Kamala Sarup: Nepal Peace Agreement Concern
Nepal: Peace Agreement Concern
By Kamala Sarup
If the general expectation of the people for lasting peace could be transformed into reality, Nepal could once again be a land of unmatched natural beauty with for ever cheerful, friendly and hospitable people.
The cease-fire, or the temporary agreement to stop the use of arms, between the government forces and the Maoists is indeed a very welcome political phenomenon. If the fighting parties do not come to terms, they might go back to violent means again and again, but what I feel and feel strongly is that we must always strive for ultimate peace. We have a deep desire that this time around there will be no break down of talks and a true and lasting peace will be achieved, for we know not only the two fighting adversaries, but all the neutral innocent people of Nepal want the nation to be free, prosperous and happy. And to be truly free and really prosperous and happy, we require an open democratic atmosphere of mutual understanding, toleration and cooperation. We must have peace to achieve this kind of democratic goal in which every individual and group has an equal opportunity of participation in the administration.
23.5 million Nepali people want peace in the country. This is the happiest moment for Nepalese. Even recently, many people strongly called for immediate relief packages and rehabilitation programmes in the affected parts of the country both at the government and the local level. The peace process would not last long if there is no concrete programmes to address their problems. Without settling the humanitarian problems, no lasting peace can be envisaged.

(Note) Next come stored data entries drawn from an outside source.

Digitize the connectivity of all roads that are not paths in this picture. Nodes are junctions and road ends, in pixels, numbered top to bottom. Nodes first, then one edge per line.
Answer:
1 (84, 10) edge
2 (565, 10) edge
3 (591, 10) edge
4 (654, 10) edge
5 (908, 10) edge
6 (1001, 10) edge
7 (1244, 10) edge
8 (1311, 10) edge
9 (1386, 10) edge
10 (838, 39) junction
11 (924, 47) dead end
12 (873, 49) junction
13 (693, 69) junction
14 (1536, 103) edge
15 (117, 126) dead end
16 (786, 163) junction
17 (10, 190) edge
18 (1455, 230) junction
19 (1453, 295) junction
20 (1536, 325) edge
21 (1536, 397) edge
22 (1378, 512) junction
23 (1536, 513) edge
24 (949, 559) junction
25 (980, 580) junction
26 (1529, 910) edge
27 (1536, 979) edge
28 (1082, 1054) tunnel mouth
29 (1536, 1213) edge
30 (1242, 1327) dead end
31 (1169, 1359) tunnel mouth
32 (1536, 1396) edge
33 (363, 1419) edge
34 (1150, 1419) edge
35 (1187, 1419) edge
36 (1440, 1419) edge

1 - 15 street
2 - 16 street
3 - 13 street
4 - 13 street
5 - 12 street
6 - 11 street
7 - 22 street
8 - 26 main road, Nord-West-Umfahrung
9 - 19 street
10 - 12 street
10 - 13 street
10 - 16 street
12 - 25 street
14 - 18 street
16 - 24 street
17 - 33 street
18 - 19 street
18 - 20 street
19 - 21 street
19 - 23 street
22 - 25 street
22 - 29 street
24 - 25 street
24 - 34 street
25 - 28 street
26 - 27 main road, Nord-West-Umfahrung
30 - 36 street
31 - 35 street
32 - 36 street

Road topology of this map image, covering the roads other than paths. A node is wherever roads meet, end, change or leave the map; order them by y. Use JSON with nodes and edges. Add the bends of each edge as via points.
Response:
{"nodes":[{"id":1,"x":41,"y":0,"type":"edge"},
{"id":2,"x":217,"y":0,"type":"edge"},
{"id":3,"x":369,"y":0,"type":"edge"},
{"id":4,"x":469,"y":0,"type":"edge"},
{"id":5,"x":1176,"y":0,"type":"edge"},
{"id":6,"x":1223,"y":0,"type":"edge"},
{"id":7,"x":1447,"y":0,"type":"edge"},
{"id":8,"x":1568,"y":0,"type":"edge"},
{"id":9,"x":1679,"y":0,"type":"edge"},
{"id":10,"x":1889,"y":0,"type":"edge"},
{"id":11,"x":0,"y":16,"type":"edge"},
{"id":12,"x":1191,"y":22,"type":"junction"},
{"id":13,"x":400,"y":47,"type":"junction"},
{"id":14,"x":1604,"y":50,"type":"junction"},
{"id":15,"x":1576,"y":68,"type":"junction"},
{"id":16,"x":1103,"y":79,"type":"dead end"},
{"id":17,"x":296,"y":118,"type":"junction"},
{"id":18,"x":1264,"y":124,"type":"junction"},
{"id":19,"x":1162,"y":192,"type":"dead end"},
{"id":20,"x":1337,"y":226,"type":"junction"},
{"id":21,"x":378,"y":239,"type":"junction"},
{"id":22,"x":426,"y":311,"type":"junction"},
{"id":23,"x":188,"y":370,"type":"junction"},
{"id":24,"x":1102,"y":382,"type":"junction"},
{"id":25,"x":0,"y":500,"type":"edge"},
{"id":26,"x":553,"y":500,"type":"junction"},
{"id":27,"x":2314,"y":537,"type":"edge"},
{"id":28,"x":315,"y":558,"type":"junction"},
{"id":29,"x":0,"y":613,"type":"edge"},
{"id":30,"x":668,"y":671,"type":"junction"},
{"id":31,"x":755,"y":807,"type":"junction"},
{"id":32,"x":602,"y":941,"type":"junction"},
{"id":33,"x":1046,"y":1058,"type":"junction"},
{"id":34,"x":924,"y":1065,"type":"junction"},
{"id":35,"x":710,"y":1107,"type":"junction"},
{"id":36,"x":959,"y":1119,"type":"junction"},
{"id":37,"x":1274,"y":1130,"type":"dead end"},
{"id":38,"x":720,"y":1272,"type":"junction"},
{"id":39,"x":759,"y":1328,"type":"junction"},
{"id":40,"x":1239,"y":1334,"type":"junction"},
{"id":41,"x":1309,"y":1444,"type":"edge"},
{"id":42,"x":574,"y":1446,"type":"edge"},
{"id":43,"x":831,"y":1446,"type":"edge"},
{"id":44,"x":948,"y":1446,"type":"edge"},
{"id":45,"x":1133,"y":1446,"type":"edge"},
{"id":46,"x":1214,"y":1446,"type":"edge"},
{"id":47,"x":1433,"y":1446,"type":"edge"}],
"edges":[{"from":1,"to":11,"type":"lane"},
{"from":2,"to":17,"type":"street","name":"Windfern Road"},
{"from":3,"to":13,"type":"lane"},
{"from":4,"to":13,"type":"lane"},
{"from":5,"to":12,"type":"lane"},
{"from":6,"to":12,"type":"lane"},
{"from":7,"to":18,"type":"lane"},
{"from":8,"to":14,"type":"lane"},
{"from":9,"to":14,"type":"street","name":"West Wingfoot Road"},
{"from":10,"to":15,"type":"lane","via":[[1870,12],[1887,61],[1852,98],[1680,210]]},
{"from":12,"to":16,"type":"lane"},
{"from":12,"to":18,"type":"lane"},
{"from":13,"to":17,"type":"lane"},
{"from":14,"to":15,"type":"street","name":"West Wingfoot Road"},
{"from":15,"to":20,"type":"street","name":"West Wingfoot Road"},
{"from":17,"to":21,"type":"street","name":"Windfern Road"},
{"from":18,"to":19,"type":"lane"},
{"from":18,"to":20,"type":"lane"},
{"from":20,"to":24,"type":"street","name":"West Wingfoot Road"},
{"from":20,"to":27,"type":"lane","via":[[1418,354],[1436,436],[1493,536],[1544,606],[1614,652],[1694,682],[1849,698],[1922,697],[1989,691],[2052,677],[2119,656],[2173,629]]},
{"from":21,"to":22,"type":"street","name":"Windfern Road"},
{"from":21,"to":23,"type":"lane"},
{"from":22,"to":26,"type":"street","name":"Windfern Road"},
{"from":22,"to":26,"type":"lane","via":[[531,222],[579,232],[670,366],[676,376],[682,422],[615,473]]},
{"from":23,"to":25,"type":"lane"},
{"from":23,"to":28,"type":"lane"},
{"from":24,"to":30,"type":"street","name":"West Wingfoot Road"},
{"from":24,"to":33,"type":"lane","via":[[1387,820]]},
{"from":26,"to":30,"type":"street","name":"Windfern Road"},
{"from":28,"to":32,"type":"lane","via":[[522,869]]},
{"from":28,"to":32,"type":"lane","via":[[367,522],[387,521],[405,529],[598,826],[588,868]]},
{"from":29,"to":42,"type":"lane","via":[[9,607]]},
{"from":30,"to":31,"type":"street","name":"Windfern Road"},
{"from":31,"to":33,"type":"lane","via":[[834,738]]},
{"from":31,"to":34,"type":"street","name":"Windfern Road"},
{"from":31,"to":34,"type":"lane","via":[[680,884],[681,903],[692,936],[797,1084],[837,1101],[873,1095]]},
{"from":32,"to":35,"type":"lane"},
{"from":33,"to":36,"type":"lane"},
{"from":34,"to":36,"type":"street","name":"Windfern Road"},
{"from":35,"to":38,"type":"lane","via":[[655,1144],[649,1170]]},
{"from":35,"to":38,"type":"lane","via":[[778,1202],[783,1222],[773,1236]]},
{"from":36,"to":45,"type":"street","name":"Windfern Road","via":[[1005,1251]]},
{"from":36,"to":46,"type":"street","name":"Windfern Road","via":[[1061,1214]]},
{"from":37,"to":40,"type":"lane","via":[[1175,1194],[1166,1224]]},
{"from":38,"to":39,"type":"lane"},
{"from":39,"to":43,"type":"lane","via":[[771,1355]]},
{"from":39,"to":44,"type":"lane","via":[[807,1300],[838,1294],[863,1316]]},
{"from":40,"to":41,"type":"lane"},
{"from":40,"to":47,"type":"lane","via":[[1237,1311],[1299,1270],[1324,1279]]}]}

It is in this dubious economic condition when the agenda of national reconstruction was thrown overboard that an extreme leftist element represented now by the Maoists emerged in the country.
Like the people and their needs, like their demands, everything is in a flux and the constitution is also not above and beyond the universal law of change. The existing constitution should not come in the way of joining hands between brothers and sisters, nor as an impediment to time-honored change. If we proudly advocate the sovereignty of the people, we must also without any reservation recognize their exclusive right of amending the constitution according to their needs.
The cease-fire will certainly enhance the position of the Maoists. They can openly discuss their concepts and ideology and participate in popular democratic activities. It is good to be able to do so without taking recourse to violent means. Peaceful means are more convincing to the people, stronger and ever lasting. They have got this opportunity, which, I feel, they will not let go in the heat of their ideological sentiment. Armed struggle or the use of arms can succeed not only in Nepal, but anywhere in the world, if it is launched under an able commander. History has an ample proof of it. But it is not a question of overthrowing a regime or conquering a country. The main issue is the achievement of peace, security, progress and prosperity for our nation. We love Nepal and the Nepalese people. Our main objective is and should be a free and fearless life for us all.
To promote a permanent peace and respect for diversity through citizen participation in programs that develop a consensus around peace issues. To contribute to the definition of a permanent national peace policy through action, ideas and research aimed at the construction of a society based on policies of social justice and sustainable, humane development.
Peace is another name for the emancipation of the common people and also equal opportunity for all the citizens. Our ultimate goal is to achieve true democracy and to achieve that goal for the happiness of all our people, we should let all ideas, all concepts and all philosophies to have an interplay for the free selection and adoption in which every individual and every section of our people will have an easy access and willing participation for a better tomorrow.